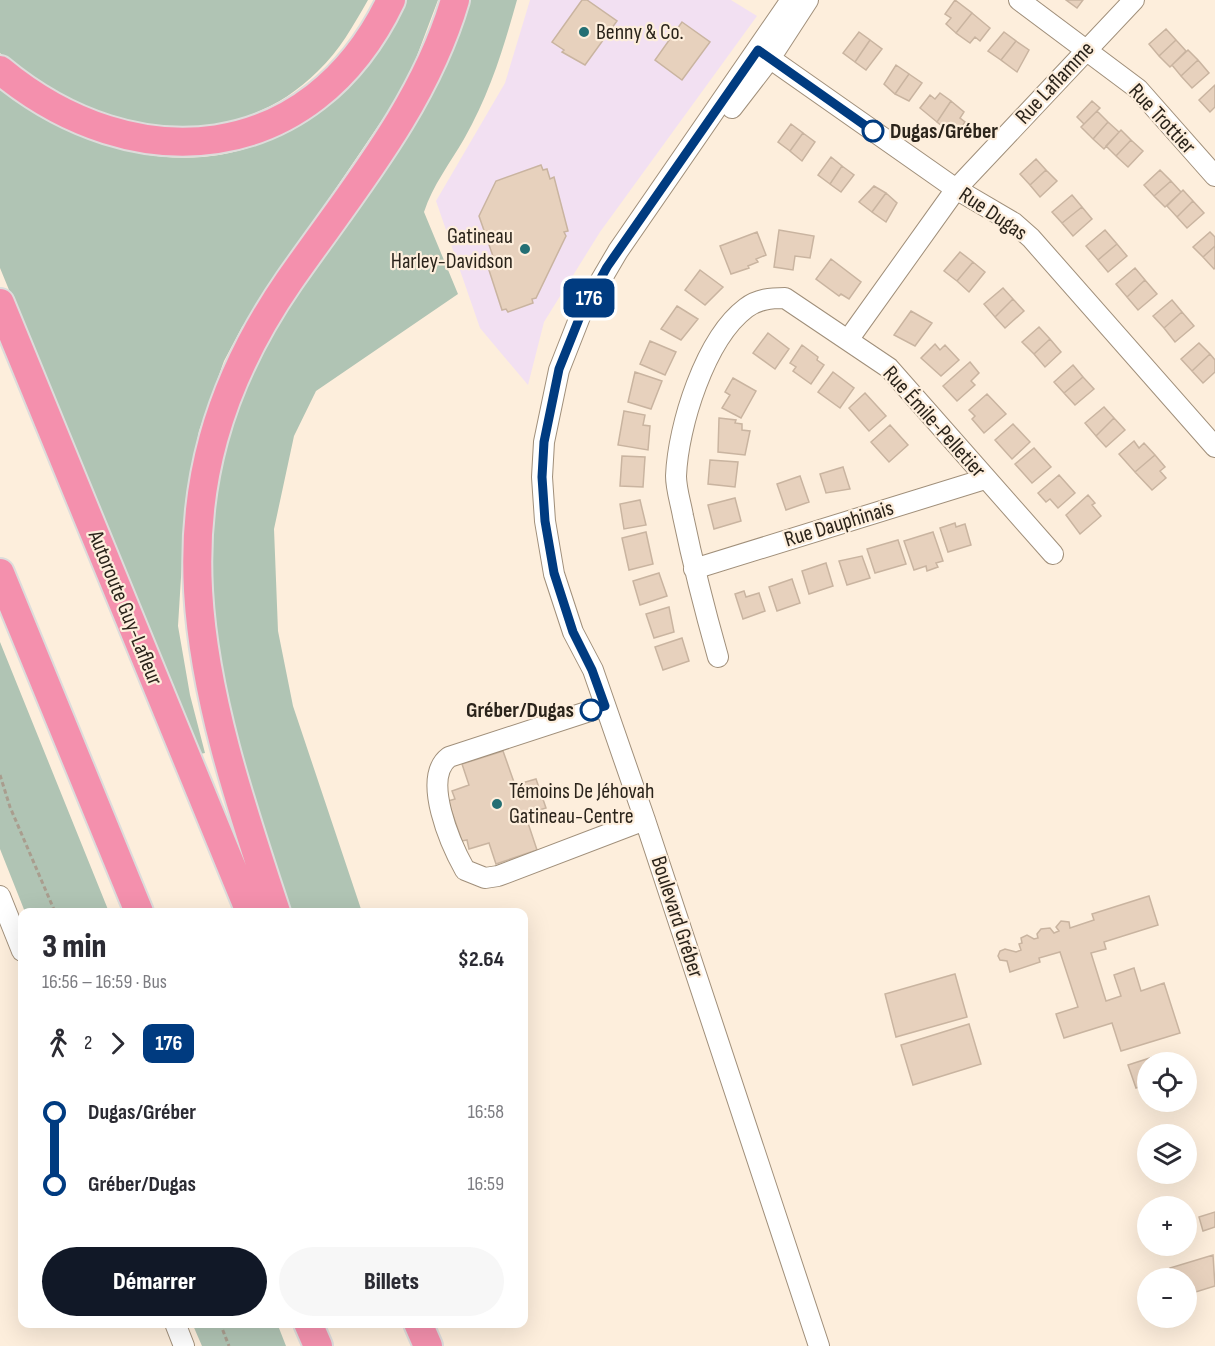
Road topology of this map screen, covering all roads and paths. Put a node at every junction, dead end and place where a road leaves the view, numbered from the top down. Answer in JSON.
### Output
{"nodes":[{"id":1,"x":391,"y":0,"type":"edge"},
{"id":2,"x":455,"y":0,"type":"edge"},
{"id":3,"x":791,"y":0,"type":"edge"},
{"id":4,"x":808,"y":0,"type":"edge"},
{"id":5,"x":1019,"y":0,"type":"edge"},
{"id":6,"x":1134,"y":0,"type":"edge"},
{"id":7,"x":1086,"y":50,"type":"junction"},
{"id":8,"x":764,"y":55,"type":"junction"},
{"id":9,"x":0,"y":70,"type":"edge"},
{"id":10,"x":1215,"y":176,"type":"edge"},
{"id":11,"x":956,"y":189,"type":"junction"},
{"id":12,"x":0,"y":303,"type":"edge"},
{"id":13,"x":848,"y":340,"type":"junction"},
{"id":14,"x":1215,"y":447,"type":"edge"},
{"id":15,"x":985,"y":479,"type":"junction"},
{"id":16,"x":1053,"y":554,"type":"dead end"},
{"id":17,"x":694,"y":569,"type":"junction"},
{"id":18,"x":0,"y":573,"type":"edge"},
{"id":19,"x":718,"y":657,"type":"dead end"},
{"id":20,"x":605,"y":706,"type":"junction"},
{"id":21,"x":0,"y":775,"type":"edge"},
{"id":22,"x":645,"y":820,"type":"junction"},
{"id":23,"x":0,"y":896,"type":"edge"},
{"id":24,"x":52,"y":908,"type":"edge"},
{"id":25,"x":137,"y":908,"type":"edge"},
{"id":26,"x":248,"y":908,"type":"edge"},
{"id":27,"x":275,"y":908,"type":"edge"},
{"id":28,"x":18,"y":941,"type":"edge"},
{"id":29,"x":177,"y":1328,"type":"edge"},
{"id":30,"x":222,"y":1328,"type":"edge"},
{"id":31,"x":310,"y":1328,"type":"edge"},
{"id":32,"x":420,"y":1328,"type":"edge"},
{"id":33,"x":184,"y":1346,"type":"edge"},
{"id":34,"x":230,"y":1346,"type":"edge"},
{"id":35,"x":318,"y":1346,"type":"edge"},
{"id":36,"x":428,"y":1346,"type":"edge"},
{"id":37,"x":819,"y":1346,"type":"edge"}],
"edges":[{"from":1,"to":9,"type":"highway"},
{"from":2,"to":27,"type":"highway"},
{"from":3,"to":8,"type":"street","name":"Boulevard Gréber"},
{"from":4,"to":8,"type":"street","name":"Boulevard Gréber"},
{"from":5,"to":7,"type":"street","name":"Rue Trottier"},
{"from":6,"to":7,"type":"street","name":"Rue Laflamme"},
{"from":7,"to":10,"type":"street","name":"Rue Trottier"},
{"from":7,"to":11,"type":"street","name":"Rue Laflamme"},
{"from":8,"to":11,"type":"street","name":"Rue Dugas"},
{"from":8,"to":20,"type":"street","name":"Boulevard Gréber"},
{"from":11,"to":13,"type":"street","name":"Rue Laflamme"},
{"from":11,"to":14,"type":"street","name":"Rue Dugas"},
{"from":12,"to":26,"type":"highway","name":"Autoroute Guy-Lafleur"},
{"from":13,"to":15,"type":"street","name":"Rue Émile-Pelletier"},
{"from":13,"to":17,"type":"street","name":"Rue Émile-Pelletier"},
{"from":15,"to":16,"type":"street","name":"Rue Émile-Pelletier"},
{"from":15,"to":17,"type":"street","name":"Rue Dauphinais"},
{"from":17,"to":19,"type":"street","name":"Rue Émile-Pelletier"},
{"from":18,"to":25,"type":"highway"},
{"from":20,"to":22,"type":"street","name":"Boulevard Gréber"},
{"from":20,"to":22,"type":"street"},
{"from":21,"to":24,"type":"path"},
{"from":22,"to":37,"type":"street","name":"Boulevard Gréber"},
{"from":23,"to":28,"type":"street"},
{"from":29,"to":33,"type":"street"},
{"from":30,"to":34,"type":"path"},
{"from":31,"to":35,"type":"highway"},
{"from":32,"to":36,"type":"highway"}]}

PROMPT: Repeat all the material above exactly, apart from the pictures.

WRITTEN REPLY:
Road topology of this map screen, covering all roads and paths. Put a node at every junction, dead end and place where a road leaves the view, numbered from the top down. Answer in JSON.
### Output
{"nodes":[{"id":1,"x":391,"y":0,"type":"edge"},
{"id":2,"x":455,"y":0,"type":"edge"},
{"id":3,"x":791,"y":0,"type":"edge"},
{"id":4,"x":808,"y":0,"type":"edge"},
{"id":5,"x":1019,"y":0,"type":"edge"},
{"id":6,"x":1134,"y":0,"type":"edge"},
{"id":7,"x":1086,"y":50,"type":"junction"},
{"id":8,"x":764,"y":55,"type":"junction"},
{"id":9,"x":0,"y":70,"type":"edge"},
{"id":10,"x":1215,"y":176,"type":"edge"},
{"id":11,"x":956,"y":189,"type":"junction"},
{"id":12,"x":0,"y":303,"type":"edge"},
{"id":13,"x":848,"y":340,"type":"junction"},
{"id":14,"x":1215,"y":447,"type":"edge"},
{"id":15,"x":985,"y":479,"type":"junction"},
{"id":16,"x":1053,"y":554,"type":"dead end"},
{"id":17,"x":694,"y":569,"type":"junction"},
{"id":18,"x":0,"y":573,"type":"edge"},
{"id":19,"x":718,"y":657,"type":"dead end"},
{"id":20,"x":605,"y":706,"type":"junction"},
{"id":21,"x":0,"y":775,"type":"edge"},
{"id":22,"x":645,"y":820,"type":"junction"},
{"id":23,"x":0,"y":896,"type":"edge"},
{"id":24,"x":52,"y":908,"type":"edge"},
{"id":25,"x":137,"y":908,"type":"edge"},
{"id":26,"x":248,"y":908,"type":"edge"},
{"id":27,"x":275,"y":908,"type":"edge"},
{"id":28,"x":18,"y":941,"type":"edge"},
{"id":29,"x":177,"y":1328,"type":"edge"},
{"id":30,"x":222,"y":1328,"type":"edge"},
{"id":31,"x":310,"y":1328,"type":"edge"},
{"id":32,"x":420,"y":1328,"type":"edge"},
{"id":33,"x":184,"y":1346,"type":"edge"},
{"id":34,"x":230,"y":1346,"type":"edge"},
{"id":35,"x":318,"y":1346,"type":"edge"},
{"id":36,"x":428,"y":1346,"type":"edge"},
{"id":37,"x":819,"y":1346,"type":"edge"}],
"edges":[{"from":1,"to":9,"type":"highway"},
{"from":2,"to":27,"type":"highway"},
{"from":3,"to":8,"type":"street","name":"Boulevard Gréber"},
{"from":4,"to":8,"type":"street","name":"Boulevard Gréber"},
{"from":5,"to":7,"type":"street","name":"Rue Trottier"},
{"from":6,"to":7,"type":"street","name":"Rue Laflamme"},
{"from":7,"to":10,"type":"street","name":"Rue Trottier"},
{"from":7,"to":11,"type":"street","name":"Rue Laflamme"},
{"from":8,"to":11,"type":"street","name":"Rue Dugas"},
{"from":8,"to":20,"type":"street","name":"Boulevard Gréber"},
{"from":11,"to":13,"type":"street","name":"Rue Laflamme"},
{"from":11,"to":14,"type":"street","name":"Rue Dugas"},
{"from":12,"to":26,"type":"highway","name":"Autoroute Guy-Lafleur"},
{"from":13,"to":15,"type":"street","name":"Rue Émile-Pelletier"},
{"from":13,"to":17,"type":"street","name":"Rue Émile-Pelletier"},
{"from":15,"to":16,"type":"street","name":"Rue Émile-Pelletier"},
{"from":15,"to":17,"type":"street","name":"Rue Dauphinais"},
{"from":17,"to":19,"type":"street","name":"Rue Émile-Pelletier"},
{"from":18,"to":25,"type":"highway"},
{"from":20,"to":22,"type":"street","name":"Boulevard Gréber"},
{"from":20,"to":22,"type":"street"},
{"from":21,"to":24,"type":"path"},
{"from":22,"to":37,"type":"street","name":"Boulevard Gréber"},
{"from":23,"to":28,"type":"street"},
{"from":29,"to":33,"type":"street"},
{"from":30,"to":34,"type":"path"},
{"from":31,"to":35,"type":"highway"},
{"from":32,"to":36,"type":"highway"}]}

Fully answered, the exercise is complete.